▸ WORK TO BE COMPLETED:
Copy each line of the data below in which the word "Roig" can be found.

Collected data entries
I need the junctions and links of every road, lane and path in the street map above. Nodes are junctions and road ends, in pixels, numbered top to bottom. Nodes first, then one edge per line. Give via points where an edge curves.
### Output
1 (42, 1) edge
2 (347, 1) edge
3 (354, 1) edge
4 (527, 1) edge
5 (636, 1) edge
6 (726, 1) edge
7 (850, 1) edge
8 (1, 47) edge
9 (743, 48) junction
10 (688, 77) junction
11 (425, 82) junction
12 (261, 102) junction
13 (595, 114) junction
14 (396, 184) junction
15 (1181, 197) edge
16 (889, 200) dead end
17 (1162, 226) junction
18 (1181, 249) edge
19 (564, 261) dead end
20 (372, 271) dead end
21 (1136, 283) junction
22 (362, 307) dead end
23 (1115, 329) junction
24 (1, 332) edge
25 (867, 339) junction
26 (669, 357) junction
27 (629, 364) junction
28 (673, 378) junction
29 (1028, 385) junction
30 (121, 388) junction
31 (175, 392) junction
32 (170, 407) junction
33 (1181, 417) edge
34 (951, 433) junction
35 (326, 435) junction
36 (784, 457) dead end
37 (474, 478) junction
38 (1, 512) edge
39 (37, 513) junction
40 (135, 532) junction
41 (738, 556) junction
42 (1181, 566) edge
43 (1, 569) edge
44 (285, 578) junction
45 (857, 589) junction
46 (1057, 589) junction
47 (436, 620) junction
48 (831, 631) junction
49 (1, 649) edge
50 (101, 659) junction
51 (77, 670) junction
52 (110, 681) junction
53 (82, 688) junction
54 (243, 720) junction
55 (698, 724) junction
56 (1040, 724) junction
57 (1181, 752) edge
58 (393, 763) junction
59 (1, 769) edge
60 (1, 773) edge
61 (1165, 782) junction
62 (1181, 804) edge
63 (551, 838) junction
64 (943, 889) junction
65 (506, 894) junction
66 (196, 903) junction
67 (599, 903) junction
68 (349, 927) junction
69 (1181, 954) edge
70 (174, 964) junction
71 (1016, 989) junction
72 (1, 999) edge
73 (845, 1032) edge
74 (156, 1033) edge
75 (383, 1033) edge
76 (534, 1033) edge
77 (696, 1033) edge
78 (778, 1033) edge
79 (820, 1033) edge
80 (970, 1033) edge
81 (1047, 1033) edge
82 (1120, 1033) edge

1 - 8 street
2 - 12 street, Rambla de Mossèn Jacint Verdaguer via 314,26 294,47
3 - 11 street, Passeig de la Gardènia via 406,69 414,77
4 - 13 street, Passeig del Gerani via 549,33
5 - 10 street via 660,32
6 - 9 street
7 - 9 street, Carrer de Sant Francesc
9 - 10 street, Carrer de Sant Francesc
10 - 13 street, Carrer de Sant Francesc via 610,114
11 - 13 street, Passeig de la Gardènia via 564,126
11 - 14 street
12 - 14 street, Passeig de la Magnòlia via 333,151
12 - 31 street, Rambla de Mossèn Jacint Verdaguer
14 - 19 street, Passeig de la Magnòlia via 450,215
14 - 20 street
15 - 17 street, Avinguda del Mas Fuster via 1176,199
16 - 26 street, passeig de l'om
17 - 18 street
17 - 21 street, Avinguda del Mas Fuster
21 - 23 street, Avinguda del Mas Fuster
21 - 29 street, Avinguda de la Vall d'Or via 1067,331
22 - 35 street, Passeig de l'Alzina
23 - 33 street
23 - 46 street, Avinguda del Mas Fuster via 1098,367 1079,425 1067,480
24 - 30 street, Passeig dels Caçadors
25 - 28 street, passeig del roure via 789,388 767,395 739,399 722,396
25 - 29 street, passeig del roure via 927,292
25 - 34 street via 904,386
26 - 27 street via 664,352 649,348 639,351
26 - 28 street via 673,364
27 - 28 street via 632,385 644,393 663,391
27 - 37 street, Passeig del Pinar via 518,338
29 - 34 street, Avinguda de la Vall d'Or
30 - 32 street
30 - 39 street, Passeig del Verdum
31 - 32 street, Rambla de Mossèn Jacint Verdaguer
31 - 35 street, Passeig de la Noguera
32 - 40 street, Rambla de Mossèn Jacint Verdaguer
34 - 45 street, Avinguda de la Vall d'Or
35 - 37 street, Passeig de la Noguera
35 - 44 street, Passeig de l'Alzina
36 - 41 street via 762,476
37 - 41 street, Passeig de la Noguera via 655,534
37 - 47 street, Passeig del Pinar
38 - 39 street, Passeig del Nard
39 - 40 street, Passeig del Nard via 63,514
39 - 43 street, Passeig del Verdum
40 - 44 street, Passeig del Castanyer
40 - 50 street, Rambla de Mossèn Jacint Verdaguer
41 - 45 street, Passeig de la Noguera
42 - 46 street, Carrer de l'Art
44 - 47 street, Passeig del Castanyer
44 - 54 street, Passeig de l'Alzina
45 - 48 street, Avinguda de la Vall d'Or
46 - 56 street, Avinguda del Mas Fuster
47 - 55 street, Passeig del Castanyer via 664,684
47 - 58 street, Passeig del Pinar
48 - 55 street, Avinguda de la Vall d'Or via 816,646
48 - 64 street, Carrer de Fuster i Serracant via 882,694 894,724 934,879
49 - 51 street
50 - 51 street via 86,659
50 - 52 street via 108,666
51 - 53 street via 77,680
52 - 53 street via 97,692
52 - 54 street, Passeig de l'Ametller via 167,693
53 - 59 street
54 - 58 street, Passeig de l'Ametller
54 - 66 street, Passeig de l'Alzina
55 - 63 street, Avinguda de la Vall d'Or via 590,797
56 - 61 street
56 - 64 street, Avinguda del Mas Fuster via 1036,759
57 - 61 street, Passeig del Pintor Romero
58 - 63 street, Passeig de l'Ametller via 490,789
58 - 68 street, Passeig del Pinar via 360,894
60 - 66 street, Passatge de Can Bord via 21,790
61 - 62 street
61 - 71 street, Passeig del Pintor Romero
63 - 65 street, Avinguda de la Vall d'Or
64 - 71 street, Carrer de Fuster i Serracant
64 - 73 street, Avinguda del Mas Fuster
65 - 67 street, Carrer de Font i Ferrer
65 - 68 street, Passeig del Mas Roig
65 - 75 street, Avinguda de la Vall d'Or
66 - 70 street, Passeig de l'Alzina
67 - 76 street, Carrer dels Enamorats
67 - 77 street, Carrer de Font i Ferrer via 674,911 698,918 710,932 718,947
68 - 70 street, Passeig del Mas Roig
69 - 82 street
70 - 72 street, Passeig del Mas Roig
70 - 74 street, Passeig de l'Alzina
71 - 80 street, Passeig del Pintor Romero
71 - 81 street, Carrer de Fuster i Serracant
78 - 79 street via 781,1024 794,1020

▸ TASK RESPONSE:
65 - 68 street, Passeig del Mas Roig
68 - 70 street, Passeig del Mas Roig
70 - 72 street, Passeig del Mas Roig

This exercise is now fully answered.